James E. Mattson | 03/13/2017
Why would you change something when it’s all you know?
I came across this quote awhile back: “Of what is significant in one’s own existence one is hardly aware … . What does a fish know about the water in which he swims all his life?” Not knowing the answer to that deep question, I downloaded Out of My Later Years: The Scientist, Philosopher, and Man Portrayed Through His Own Words, by Albert Einstein, Kindle edition. At $1.99, wisdom at a bargain-basement price.
Apart from the somewhat jarring switch from first person in the book’s title to third person in the subtitle, I immediately sensed a bond between Al and me: “Through his own words” is similar to the former title of this column—“In my own words”—and what I’m writing these days also comes “out of my later years,” for now at least.
Let’s do a thought experiment. If I read and embrace the thoughts of Albert Einstein, I’m thinking like a genius, right? And if I’m thinking like a genius, doesn’t that make me a genius? You follow? Good. Get in line—behind me. If you want to be a thought leader, find your own followers.
Back to the question: “What does a fish know about the water in which he swims all his life?”
We recently moved to Arkansas, located in the Upper South of the United States. Realizing it’s warmer down here than in the Upper Midwest—Minnesota and Wisconsin, specifically—relatives from those parts recently came to visit. Well, we told a few friends about the upcoming get-together and, after the relatives came and went, one of our Arkansan friends apologized effusively for not bringing over some food to share with our kin, but we responded: “No problem. We’re from up north, where people don’t do that. Up there, you’re responsible for feeding your own company. We don’t know any better.”
To our friend, bringing food over to feed someone else’s company is normal. It’s the water she’s been swimming in all her life. But to us, for whom the rule has always been, “You invite the company, you deal with the consequences,” our friend’s Southern hospitality code was totally new. We’ve been swimming in different water.
What does this have to do with the Honor Society of Nursing, Sigma Theta Tau International? On 17-19 March, STTI is sponsoring the Creating Healthy Work Environments conference, and “environments” is another word for the water we swim in. To highlight some of the topics that will be addressed at the conference, we’ve published a series of articles in Reflections on Nursing Leadership titled “Nursing, heal thyself!” that focuses on incivility, bullying, lateral violence, and confrontational communication.
All seven articles relate in some way to the water we swim in. One that speaks directly to the idea of “normal” is the article by Lois Marshall. Looking back on 27 years in nursing, she tells newcomers to the profession that although “we live in a time when incivility is often portrayed as the ‘norm,’ acceptable in some situations or a given in our fast-paced technological world, I am here to tell you that neither is true.” I hope you take the time to read every article in the series.
Lateral violence, a nursing epidemic?
There are tools available to prevent it.
By Sara Germann and Shannon Moore
Incivility is not normal, and it’s certainly not acceptable
Doing what’s right is not always easy, but it’s always necessary.
By Lois Marshall
When bullies rule
Rules for spotting and addressing workplace bullying.
By Laura Dzurec
The ‘R factor’ in nursing
R is for relationships, RA for its evil twin.
By Cheryl Dellasega and Jared Dougherty
When confrontation is needed
How to prepare for those difficult conversations.
By Miranda Cassity
What can a committee do to create a respectful and trusting workplace?

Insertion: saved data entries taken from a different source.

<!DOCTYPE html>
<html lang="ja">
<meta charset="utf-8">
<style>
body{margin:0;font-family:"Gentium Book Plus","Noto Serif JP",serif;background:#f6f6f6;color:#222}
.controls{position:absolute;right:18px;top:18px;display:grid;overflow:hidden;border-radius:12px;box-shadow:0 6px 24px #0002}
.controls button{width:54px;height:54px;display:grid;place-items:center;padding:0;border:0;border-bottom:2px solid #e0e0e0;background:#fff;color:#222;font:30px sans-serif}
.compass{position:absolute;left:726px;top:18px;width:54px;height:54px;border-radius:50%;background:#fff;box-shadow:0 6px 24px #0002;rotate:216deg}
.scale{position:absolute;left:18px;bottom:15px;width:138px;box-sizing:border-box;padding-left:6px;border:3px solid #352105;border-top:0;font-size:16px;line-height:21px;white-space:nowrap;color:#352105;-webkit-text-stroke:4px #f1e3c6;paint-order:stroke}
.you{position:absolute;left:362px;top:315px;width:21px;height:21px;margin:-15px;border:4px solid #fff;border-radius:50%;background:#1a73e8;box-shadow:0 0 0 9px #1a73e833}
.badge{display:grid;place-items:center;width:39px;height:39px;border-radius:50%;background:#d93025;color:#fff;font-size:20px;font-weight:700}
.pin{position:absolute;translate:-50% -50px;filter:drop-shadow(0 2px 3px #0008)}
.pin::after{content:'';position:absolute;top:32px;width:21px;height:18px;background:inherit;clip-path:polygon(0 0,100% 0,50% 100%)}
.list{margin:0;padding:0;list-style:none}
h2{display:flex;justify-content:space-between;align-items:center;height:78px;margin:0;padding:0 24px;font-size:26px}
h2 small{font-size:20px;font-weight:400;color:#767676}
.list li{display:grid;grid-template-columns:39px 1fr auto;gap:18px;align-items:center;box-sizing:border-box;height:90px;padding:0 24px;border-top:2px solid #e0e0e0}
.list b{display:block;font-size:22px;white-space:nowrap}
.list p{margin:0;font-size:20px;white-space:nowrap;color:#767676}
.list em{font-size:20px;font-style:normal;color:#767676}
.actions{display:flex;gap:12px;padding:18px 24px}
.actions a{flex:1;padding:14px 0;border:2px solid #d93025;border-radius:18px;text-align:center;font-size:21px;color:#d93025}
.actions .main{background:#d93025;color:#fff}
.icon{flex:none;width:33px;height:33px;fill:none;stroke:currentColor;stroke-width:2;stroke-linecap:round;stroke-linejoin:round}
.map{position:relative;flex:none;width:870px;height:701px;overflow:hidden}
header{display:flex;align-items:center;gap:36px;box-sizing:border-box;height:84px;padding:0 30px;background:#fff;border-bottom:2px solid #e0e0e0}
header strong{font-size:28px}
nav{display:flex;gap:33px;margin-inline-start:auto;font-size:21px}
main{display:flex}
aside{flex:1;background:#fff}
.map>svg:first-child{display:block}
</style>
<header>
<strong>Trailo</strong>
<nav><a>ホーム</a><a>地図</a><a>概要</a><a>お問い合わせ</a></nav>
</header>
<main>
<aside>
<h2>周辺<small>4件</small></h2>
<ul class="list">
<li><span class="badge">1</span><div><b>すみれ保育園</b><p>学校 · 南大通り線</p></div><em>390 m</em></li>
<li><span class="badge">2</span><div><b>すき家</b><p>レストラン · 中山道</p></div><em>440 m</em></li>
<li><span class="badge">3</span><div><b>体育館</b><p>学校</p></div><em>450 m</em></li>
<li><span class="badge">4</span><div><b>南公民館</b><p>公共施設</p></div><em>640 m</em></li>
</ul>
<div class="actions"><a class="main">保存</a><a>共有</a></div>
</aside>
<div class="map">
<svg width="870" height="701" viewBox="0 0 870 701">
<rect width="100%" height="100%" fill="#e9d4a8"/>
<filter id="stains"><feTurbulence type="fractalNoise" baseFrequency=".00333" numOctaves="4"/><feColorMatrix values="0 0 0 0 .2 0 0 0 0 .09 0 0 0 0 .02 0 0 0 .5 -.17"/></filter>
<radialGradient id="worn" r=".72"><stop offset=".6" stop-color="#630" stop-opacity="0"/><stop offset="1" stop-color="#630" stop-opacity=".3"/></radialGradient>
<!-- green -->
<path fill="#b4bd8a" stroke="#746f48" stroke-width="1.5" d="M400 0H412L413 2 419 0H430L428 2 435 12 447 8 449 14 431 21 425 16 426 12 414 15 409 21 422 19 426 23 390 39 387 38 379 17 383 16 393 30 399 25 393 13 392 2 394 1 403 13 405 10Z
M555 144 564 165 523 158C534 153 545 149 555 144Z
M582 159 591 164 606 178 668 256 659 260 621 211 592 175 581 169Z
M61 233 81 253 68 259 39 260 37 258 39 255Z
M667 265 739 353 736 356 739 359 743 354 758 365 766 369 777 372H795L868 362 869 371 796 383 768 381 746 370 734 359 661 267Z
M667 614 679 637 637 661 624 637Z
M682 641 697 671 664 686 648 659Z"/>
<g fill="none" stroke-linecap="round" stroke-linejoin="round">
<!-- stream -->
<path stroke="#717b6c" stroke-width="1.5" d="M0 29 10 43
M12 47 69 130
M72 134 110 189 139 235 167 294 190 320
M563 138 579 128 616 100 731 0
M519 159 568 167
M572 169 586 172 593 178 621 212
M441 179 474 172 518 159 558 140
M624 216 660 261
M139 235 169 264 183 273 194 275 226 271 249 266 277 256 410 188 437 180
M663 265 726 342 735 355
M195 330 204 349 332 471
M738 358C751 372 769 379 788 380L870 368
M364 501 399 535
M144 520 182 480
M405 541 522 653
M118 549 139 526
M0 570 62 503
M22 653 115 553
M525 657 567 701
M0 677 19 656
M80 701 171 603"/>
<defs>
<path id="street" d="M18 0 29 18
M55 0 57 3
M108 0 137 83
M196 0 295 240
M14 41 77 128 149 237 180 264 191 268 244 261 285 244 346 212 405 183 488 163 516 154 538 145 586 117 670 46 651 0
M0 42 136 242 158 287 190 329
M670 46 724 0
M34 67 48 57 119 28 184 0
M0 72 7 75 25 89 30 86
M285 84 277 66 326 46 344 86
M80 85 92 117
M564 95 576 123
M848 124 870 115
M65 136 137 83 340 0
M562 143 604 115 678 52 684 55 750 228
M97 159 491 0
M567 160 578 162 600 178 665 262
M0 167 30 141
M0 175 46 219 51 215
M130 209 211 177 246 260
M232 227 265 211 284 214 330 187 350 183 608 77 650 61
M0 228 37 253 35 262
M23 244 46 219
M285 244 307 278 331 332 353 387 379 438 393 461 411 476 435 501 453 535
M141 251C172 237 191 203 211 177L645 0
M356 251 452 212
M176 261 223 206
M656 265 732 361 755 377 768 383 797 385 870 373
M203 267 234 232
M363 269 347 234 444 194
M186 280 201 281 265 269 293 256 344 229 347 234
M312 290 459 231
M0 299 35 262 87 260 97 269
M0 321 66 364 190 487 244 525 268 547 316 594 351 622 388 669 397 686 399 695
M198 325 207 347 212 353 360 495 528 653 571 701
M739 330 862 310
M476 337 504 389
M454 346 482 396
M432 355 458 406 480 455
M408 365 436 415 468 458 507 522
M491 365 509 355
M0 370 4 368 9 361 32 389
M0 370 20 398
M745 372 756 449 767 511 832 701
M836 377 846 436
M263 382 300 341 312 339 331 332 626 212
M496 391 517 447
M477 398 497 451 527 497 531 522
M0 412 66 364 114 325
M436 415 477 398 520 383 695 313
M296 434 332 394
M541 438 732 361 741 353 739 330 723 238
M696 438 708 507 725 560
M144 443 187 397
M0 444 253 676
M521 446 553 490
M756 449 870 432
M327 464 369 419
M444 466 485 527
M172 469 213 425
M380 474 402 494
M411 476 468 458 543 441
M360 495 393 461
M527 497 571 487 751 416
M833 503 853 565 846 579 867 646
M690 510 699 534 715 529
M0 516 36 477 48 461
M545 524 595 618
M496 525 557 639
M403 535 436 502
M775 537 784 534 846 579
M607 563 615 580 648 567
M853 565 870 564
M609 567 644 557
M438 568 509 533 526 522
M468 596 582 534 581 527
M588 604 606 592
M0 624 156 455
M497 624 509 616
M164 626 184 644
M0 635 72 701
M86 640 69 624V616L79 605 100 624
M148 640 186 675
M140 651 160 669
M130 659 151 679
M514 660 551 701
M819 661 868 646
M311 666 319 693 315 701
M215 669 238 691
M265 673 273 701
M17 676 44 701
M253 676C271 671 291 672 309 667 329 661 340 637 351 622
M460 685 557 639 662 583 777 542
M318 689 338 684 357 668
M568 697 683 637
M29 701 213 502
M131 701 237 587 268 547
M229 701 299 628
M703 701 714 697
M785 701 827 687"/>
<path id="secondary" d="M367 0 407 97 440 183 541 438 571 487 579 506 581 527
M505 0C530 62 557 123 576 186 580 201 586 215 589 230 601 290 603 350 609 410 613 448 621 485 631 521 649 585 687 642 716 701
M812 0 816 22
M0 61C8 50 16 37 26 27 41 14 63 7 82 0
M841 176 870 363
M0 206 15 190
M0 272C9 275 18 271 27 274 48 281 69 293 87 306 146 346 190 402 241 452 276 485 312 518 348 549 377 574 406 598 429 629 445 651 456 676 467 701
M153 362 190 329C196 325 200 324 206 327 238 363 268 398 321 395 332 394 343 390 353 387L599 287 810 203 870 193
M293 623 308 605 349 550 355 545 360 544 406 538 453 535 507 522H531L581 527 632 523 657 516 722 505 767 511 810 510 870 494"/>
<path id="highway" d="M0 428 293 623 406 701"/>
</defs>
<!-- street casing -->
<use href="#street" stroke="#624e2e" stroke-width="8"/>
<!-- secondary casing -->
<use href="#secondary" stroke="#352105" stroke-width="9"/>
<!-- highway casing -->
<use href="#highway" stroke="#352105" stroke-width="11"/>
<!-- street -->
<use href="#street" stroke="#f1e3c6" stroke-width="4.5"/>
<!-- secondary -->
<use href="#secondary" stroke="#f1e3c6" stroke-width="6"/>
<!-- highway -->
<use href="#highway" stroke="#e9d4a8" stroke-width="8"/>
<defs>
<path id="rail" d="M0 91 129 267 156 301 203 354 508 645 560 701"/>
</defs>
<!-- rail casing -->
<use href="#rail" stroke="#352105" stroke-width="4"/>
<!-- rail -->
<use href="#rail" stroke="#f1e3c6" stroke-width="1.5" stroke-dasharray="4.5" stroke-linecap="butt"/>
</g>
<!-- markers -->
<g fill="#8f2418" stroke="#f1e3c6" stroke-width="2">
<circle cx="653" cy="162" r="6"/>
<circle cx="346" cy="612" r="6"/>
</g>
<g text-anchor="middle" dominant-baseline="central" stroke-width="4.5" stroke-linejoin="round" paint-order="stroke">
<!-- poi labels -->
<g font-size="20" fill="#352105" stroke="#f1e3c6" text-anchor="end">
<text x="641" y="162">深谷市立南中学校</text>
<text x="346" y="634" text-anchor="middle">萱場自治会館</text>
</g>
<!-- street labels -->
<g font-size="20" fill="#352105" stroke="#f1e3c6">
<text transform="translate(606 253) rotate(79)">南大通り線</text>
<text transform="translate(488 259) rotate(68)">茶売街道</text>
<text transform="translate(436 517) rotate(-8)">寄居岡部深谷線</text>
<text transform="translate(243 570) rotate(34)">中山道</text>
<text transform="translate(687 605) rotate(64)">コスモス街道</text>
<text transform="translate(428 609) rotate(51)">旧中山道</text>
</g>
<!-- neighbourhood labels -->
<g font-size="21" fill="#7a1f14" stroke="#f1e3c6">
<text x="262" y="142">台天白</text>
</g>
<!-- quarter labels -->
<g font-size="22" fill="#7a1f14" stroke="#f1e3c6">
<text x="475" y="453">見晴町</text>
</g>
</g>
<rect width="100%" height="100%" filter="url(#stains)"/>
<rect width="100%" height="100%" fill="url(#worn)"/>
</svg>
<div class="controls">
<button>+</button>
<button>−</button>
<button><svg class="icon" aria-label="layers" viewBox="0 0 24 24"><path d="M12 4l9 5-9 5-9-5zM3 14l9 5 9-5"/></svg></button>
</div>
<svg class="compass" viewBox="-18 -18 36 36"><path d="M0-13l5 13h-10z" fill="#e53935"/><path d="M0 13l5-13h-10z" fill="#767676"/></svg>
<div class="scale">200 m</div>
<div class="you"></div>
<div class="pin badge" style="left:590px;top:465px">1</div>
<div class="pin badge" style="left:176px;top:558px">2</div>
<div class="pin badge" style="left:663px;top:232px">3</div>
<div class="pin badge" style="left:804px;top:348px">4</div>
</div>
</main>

A lot. The numbers are in, and this Canadian program is working.
By Joanne Olson and Joanne Profetto-McGrath
The path to organizational civility is marked PFOC
It leads to a healthy workplace!
By Cynthia Clark
Why would you change something when it’s all you know? Good question, but we’re not fish. We have the capacity to lift our heads above the water we swim in, look around, and make a decision to change our predatory environment, to reject bullying and incivility, and embrace a different way. In my previous column titled “The power of decision,” I wrote, “Even routine decisions have lasting effect, but then there are those that, as described in Robert Frost’s “The Road Not Taken,” make all the difference—if not in the world at large, in the lives of individual people.” The upcoming Creating Healthy Work Environments conference takes a significant step in doing just that.
“It’s all I’ve ever known” is very similar to the ubiquitous “It’s how we’ve always done it.” Both observations reflect lack of exposure—or lack of desire—for something better. I hope these articles “whet/wet” your appetite for what could be in your workplace, in our society, in our world.
James E. Mattson is editor of Reflections on Nursing Leadership.